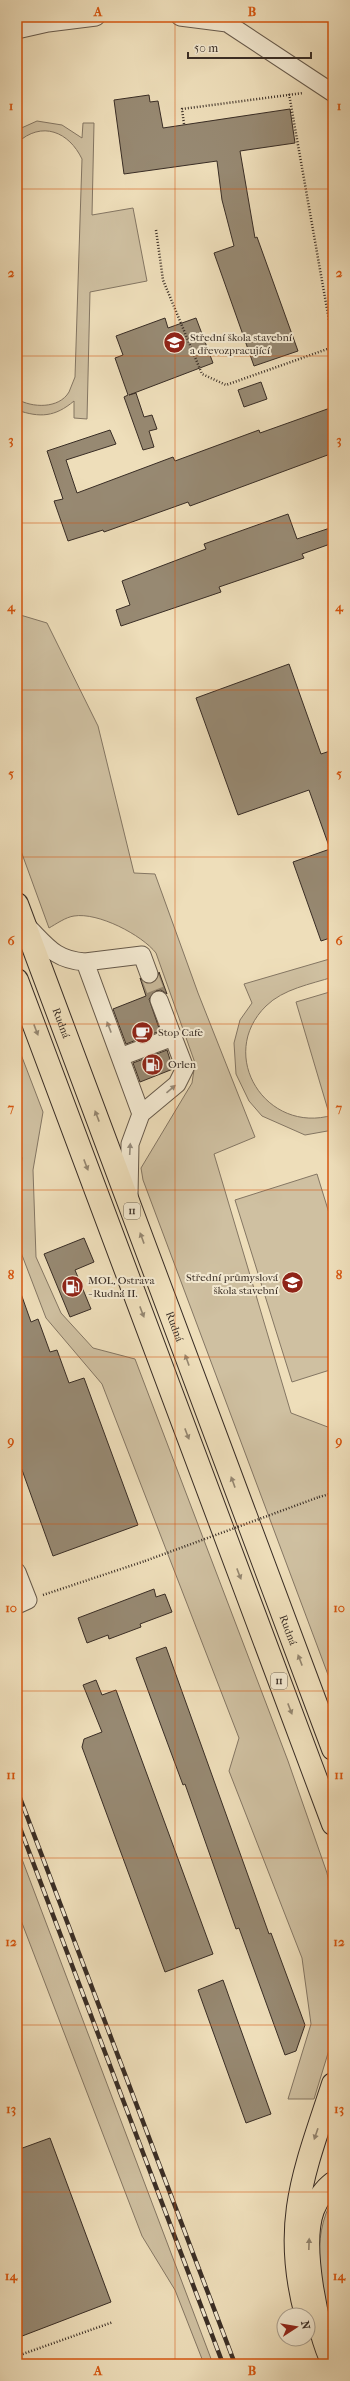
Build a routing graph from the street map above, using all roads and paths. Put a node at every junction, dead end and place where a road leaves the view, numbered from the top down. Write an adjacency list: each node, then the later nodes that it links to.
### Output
1 (96, 17): 3 (street)
2 (180, 17): 5 (street)
3 (17, 30)
4 (307, 93): 6 (path)
5 (333, 93)
6 (288, 94): 7 (path); 9 (path)
7 (184, 124)
8 (156, 230): 10 (path)
9 (333, 343)
10 (333, 348)
11 (17, 904): 12 (highway, Rudná / 11)
12 (24, 924): 13 (street); 20 (highway, Rudná / 11, one-way to 12)
13 (85, 962): 14 (street); 18 (street, one-way to 13)
14 (149, 974)
15 (17, 980): 25 (highway, 11, one-way to 25)
16 (159, 1000): 17 (street)
17 (173, 1037): 18 (street); 19 (street, one-way to 17)
18 (120, 1057): 19 (street)
19 (142, 1114): 20 (street, one-way to 19)
20 (129, 1202): 24 (highway, Rudná / 11, one-way to 20)
21 (333, 1493): 23 (path, bridge)
22 (17, 1572): 23 (street)
23 (22, 1603)
24 (333, 1749)
25 (330, 1817): 26 (highway)
26 (333, 1838)
27 (333, 2084): 29 (highway, one-way to 29)
28 (333, 2183): 34 (highway, one-way to 28)
29 (305, 2307)
30 (113, 2322): 32 (path)
31 (316, 2347): 33 (highway)
32 (17, 2354)
33 (321, 2364)
34 (333, 2364)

_ _ _ _ _ _ _

Problem description ->
I'd like the material repeated word for word, without the pictures it holds.

Answer to this exercise ->
Build a routing graph from the street map above, using all roads and paths. Put a node at every junction, dead end and place where a road leaves the view, numbered from the top down. Write an adjacency list: each node, then the later nodes that it links to.
### Output
1 (96, 17): 3 (street)
2 (180, 17): 5 (street)
3 (17, 30)
4 (307, 93): 6 (path)
5 (333, 93)
6 (288, 94): 7 (path); 9 (path)
7 (184, 124)
8 (156, 230): 10 (path)
9 (333, 343)
10 (333, 348)
11 (17, 904): 12 (highway, Rudná / 11)
12 (24, 924): 13 (street); 20 (highway, Rudná / 11, one-way to 12)
13 (85, 962): 14 (street); 18 (street, one-way to 13)
14 (149, 974)
15 (17, 980): 25 (highway, 11, one-way to 25)
16 (159, 1000): 17 (street)
17 (173, 1037): 18 (street); 19 (street, one-way to 17)
18 (120, 1057): 19 (street)
19 (142, 1114): 20 (street, one-way to 19)
20 (129, 1202): 24 (highway, Rudná / 11, one-way to 20)
21 (333, 1493): 23 (path, bridge)
22 (17, 1572): 23 (street)
23 (22, 1603)
24 (333, 1749)
25 (330, 1817): 26 (highway)
26 (333, 1838)
27 (333, 2084): 29 (highway, one-way to 29)
28 (333, 2183): 34 (highway, one-way to 28)
29 (305, 2307)
30 (113, 2322): 32 (path)
31 (316, 2347): 33 (highway)
32 (17, 2354)
33 (321, 2364)
34 (333, 2364)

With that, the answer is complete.